◆ **INPUT**:
- Opening Delimiter -
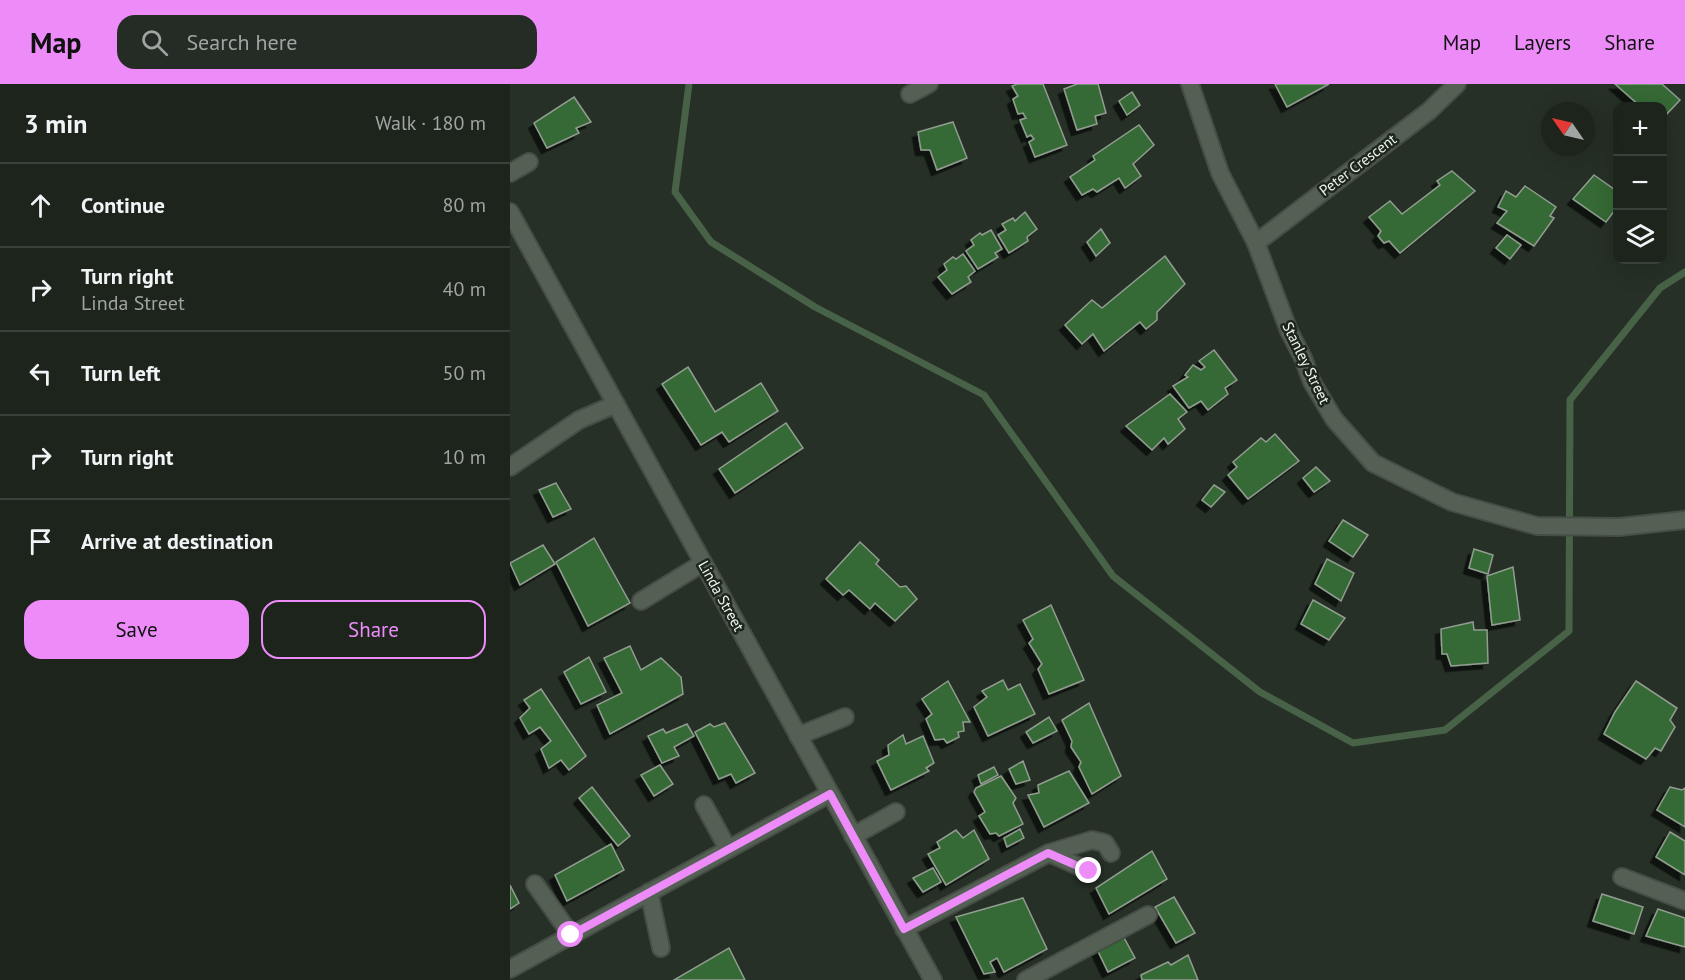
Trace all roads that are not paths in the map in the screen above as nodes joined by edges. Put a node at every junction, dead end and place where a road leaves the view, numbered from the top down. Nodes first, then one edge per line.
1 (929, 84) edge
2 (1190, 84) edge
3 (1457, 84) edge
4 (910, 94) dead end
5 (528, 162) dead end
6 (510, 173) edge
7 (510, 212) edge
8 (1256, 243) junction
9 (616, 404) junction
10 (510, 467) edge
11 (1685, 520) edge
12 (704, 563) junction
13 (641, 601) dead end
14 (845, 717) dead end
15 (798, 736) junction
16 (830, 794) junction
17 (704, 805) dead end
18 (896, 812) dead end
19 (853, 836) junction
20 (728, 849) junction
21 (1048, 853) junction
22 (1111, 853) dead end
23 (1089, 871) dead end
24 (1622, 877) dead end
25 (536, 884) dead end
26 (650, 892) junction
27 (1685, 901) edge
28 (1148, 915) dead end
29 (904, 929) junction
30 (571, 935) junction
31 (661, 948) dead end
32 (510, 969) edge
33 (933, 980) edge
34 (1026, 980) edge

1 - 4 street
2 - 8 street, Stanley Street
3 - 8 street, Peter Crescent
5 - 6 street
7 - 9 street, Linda Street
8 - 11 street, Stanley Street
9 - 10 street
9 - 12 street, Linda Street
12 - 13 street
12 - 15 street, Linda Street
14 - 15 street
15 - 16 street, Linda Street
16 - 19 street, Linda Street
16 - 20 street
17 - 20 street
18 - 19 street
19 - 29 street, Linda Street
20 - 26 street
21 - 22 street
21 - 23 street
21 - 29 street
24 - 27 street
25 - 30 street
26 - 30 street
26 - 31 street
28 - 34 street
29 - 33 street, Linda Street
30 - 32 street

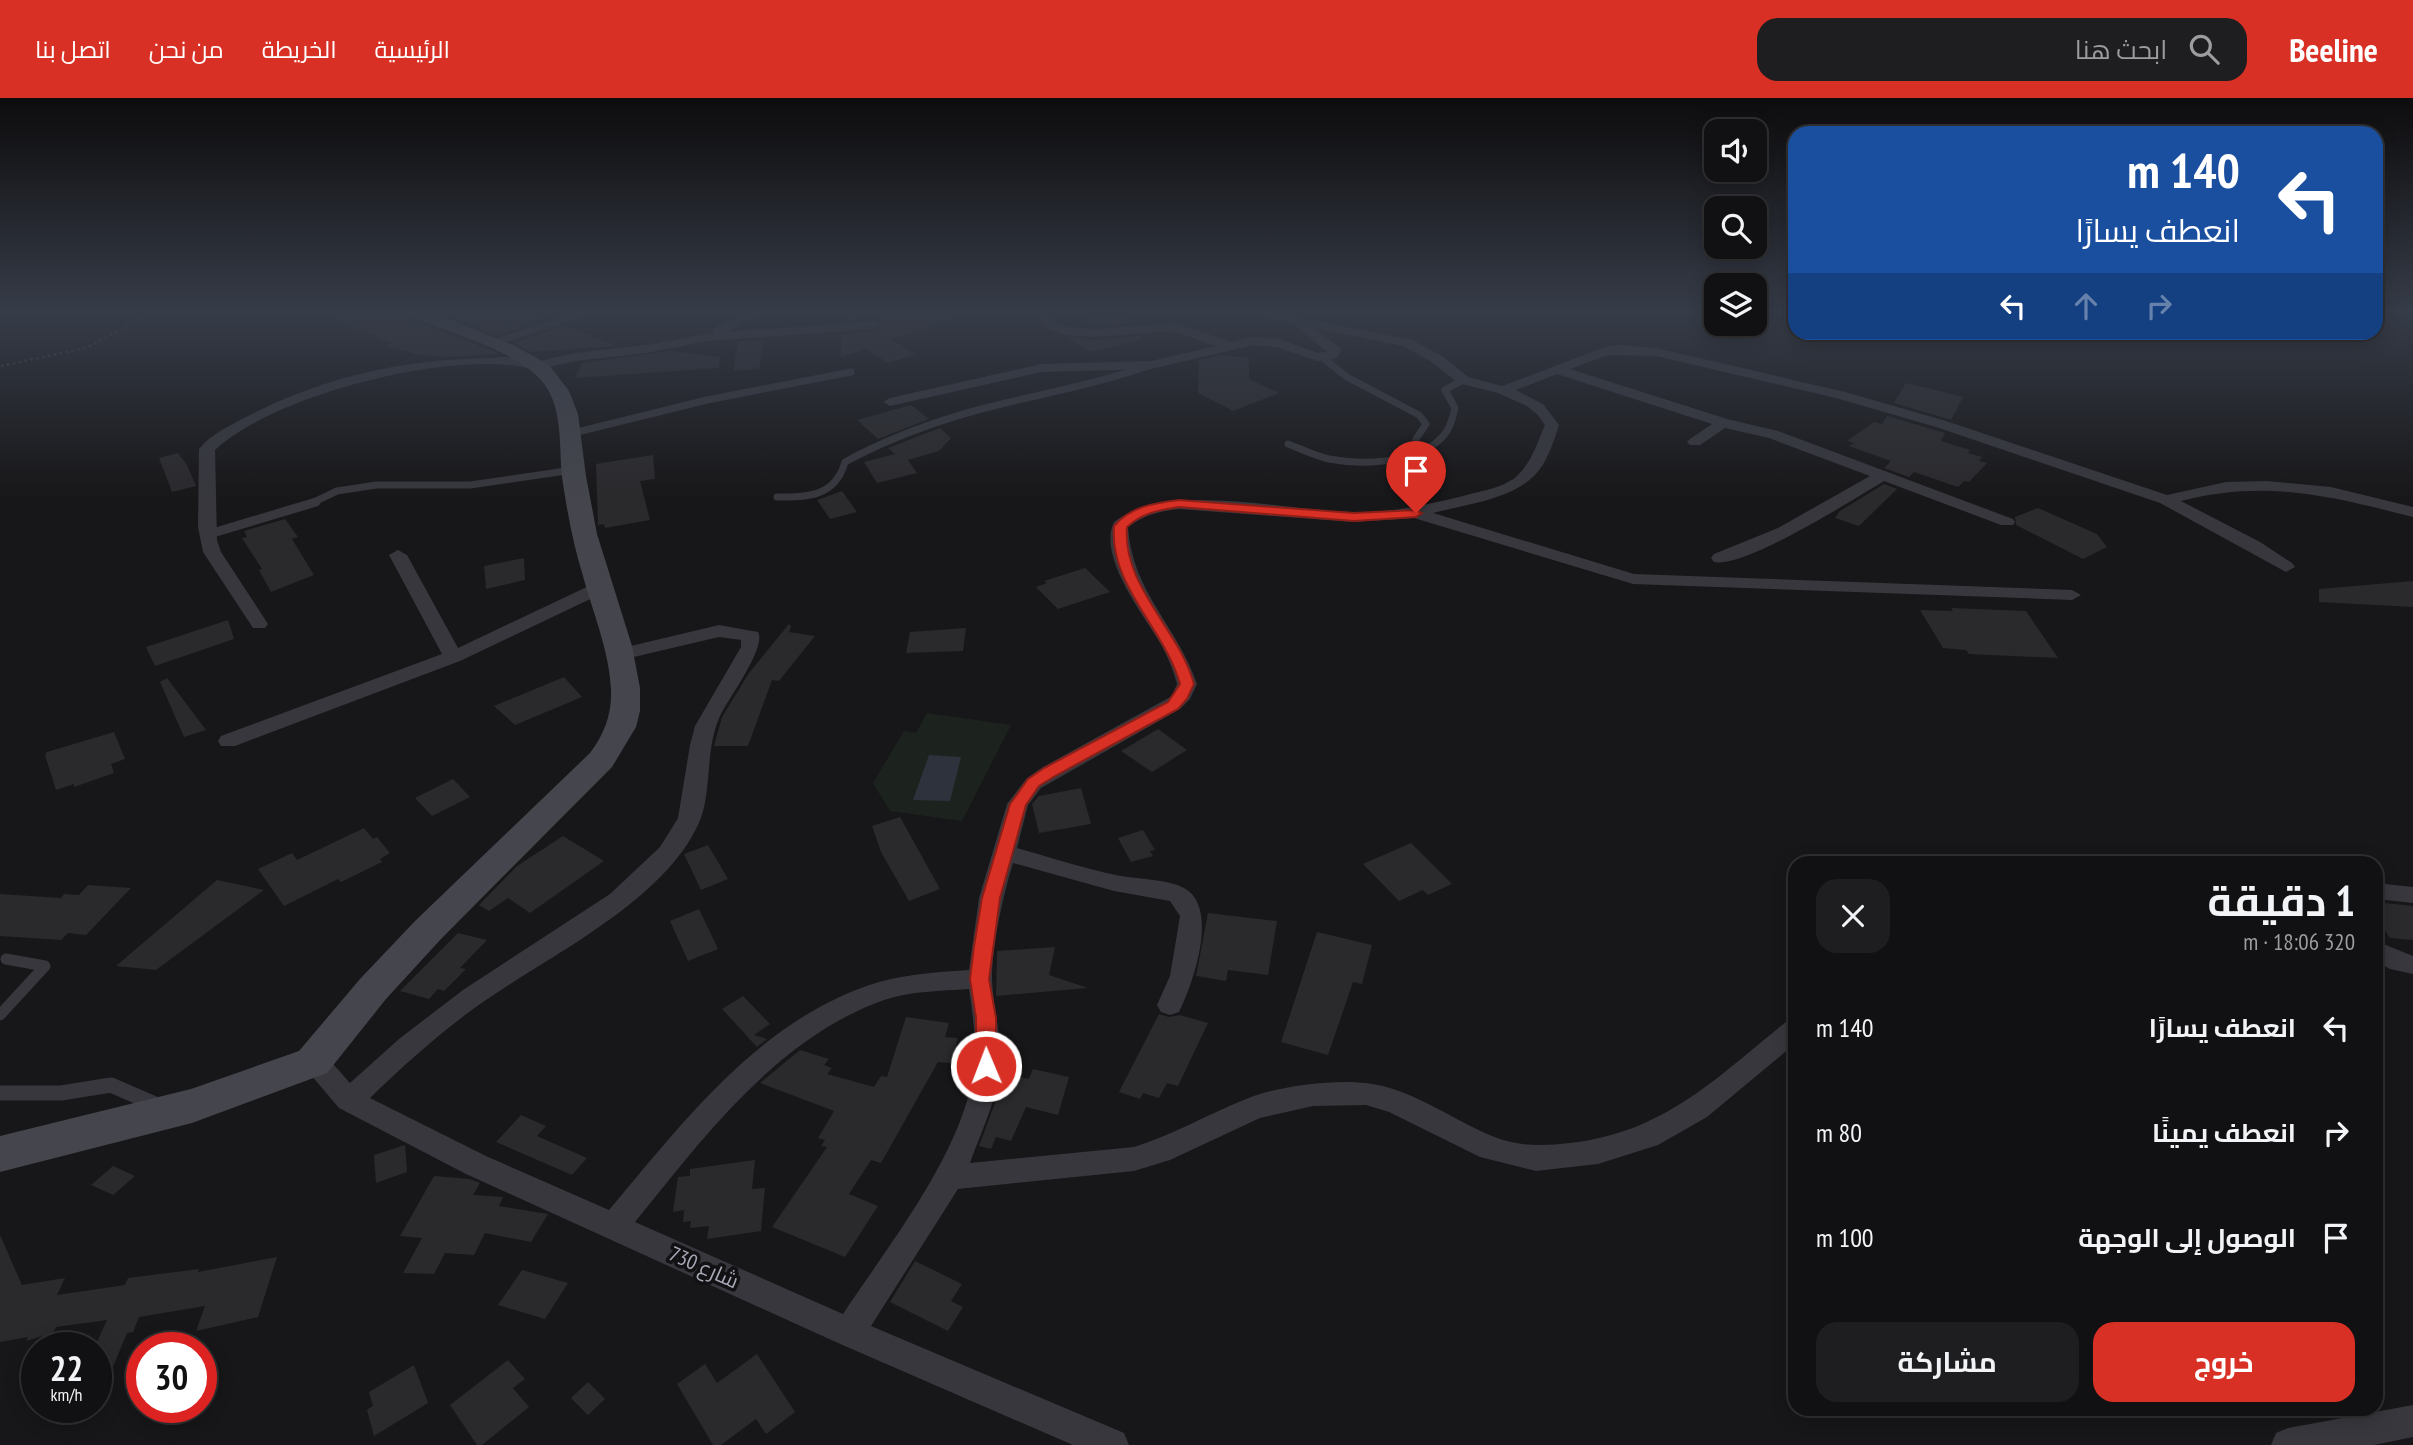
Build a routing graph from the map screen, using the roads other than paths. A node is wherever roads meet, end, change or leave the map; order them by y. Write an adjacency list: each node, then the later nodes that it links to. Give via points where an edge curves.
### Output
- Closing Delimiter -
◆ **WORK TO BE COMPLETED**: The answer must be the full listing above, copied exactly, with no pictures in it.

◆ **YOUR RESPONSE**:
Trace all roads that are not paths in the map in the screen above as nodes joined by edges. Put a node at every junction, dead end and place where a road leaves the view, numbered from the top down. Nodes first, then one edge per line.
1 (929, 84) edge
2 (1190, 84) edge
3 (1457, 84) edge
4 (910, 94) dead end
5 (528, 162) dead end
6 (510, 173) edge
7 (510, 212) edge
8 (1256, 243) junction
9 (616, 404) junction
10 (510, 467) edge
11 (1685, 520) edge
12 (704, 563) junction
13 (641, 601) dead end
14 (845, 717) dead end
15 (798, 736) junction
16 (830, 794) junction
17 (704, 805) dead end
18 (896, 812) dead end
19 (853, 836) junction
20 (728, 849) junction
21 (1048, 853) junction
22 (1111, 853) dead end
23 (1089, 871) dead end
24 (1622, 877) dead end
25 (536, 884) dead end
26 (650, 892) junction
27 (1685, 901) edge
28 (1148, 915) dead end
29 (904, 929) junction
30 (571, 935) junction
31 (661, 948) dead end
32 (510, 969) edge
33 (933, 980) edge
34 (1026, 980) edge

1 - 4 street
2 - 8 street, Stanley Street
3 - 8 street, Peter Crescent
5 - 6 street
7 - 9 street, Linda Street
8 - 11 street, Stanley Street
9 - 10 street
9 - 12 street, Linda Street
12 - 13 street
12 - 15 street, Linda Street
14 - 15 street
15 - 16 street, Linda Street
16 - 19 street, Linda Street
16 - 20 street
17 - 20 street
18 - 19 street
19 - 29 street, Linda Street
20 - 26 street
21 - 22 street
21 - 23 street
21 - 29 street
24 - 27 street
25 - 30 street
26 - 30 street
26 - 31 street
28 - 34 street
29 - 33 street, Linda Street
30 - 32 street

Build a routing graph from the map screen, using the roads other than paths. A node is wherever roads meet, end, change or leave the map; order them by y. Write an adjacency list: each node, then the later nodes that it links to. Give via points where an edge curves.
### Output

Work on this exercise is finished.